Data provided.
-- Opening Marker --
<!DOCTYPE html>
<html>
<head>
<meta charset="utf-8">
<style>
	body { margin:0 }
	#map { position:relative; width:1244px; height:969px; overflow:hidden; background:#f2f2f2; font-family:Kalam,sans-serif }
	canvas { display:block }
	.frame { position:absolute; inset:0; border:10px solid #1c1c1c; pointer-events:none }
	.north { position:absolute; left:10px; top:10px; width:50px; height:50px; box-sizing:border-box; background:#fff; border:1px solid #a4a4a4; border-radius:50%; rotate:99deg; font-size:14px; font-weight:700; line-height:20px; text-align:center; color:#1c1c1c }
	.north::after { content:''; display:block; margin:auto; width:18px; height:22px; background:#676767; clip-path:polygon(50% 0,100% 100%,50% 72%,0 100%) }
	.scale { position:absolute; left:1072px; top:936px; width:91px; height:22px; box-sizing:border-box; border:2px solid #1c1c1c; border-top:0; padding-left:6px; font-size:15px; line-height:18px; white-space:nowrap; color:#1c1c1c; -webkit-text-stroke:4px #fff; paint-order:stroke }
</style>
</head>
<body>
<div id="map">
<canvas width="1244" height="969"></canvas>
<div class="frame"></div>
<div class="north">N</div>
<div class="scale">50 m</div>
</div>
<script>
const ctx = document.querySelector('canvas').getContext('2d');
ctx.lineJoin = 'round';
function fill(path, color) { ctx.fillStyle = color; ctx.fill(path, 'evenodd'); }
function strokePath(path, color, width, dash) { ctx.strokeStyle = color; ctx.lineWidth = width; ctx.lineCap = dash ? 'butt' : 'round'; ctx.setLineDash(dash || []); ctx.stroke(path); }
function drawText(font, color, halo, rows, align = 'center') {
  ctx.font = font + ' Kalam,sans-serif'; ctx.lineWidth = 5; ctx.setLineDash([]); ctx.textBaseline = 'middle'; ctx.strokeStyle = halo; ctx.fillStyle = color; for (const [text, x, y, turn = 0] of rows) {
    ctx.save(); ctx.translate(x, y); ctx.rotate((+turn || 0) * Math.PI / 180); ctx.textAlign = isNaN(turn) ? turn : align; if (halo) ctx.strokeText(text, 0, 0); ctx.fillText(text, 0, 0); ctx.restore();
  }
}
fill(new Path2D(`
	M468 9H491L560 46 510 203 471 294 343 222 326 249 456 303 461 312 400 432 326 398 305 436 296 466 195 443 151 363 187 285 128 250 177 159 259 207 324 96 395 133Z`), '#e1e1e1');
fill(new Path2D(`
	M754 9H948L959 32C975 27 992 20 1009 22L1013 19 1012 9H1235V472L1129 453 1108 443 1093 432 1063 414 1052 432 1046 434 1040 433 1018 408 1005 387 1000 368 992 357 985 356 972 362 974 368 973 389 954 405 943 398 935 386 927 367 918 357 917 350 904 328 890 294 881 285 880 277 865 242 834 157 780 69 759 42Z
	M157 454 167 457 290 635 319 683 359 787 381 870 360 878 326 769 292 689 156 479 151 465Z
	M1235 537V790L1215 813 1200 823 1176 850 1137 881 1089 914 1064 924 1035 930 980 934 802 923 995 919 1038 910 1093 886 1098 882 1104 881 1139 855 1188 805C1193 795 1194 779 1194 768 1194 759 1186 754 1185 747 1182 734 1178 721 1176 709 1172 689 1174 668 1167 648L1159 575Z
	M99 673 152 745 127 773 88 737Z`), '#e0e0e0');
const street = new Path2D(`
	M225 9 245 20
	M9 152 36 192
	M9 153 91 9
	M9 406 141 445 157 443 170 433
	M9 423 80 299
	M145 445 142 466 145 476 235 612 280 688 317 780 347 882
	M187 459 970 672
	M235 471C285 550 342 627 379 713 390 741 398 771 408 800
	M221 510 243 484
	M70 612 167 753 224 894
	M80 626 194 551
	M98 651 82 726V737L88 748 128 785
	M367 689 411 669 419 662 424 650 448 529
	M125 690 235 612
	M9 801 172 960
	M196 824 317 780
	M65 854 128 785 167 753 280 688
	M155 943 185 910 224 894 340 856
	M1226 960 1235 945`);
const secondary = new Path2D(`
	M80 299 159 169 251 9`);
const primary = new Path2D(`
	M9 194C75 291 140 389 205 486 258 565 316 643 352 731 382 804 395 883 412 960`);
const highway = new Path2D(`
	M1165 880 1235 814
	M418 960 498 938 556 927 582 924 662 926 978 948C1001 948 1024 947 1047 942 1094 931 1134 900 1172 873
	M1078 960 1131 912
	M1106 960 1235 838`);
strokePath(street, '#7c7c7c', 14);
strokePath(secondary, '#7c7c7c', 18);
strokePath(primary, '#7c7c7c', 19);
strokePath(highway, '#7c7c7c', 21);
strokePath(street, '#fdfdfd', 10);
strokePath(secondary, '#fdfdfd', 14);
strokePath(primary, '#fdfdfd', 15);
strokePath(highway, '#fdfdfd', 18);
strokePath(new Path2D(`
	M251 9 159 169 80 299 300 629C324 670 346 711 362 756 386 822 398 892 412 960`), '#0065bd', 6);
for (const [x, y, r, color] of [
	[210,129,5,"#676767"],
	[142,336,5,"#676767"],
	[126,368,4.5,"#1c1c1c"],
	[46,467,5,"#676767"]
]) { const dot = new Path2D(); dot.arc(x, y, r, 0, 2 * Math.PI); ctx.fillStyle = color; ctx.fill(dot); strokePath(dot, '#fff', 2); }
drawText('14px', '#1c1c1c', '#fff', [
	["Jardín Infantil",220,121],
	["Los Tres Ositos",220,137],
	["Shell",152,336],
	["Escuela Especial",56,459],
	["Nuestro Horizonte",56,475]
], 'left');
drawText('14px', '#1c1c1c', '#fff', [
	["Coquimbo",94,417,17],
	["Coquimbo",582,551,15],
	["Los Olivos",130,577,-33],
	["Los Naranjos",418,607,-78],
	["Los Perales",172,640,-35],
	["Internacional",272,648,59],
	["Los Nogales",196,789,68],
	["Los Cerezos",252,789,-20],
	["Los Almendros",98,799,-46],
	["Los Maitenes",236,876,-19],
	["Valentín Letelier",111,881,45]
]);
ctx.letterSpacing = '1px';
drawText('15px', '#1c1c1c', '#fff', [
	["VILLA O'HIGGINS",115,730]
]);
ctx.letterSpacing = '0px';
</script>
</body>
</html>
-- Closing Marker --
Problem statement.
Look for the word "rows" in the listing above, and copy every line where you find it.

Written answer.
function drawText(font, color, halo, rows, align = 'center') {
  ctx.font = font + ' Kalam,sans-serif'; ctx.lineWidth = 5; ctx.setLineDash([]); ctx.textBaseline = 'middle'; ctx.strokeStyle = halo; ctx.fillStyle = color; for (const [text, x, y, turn = 0] of rows) {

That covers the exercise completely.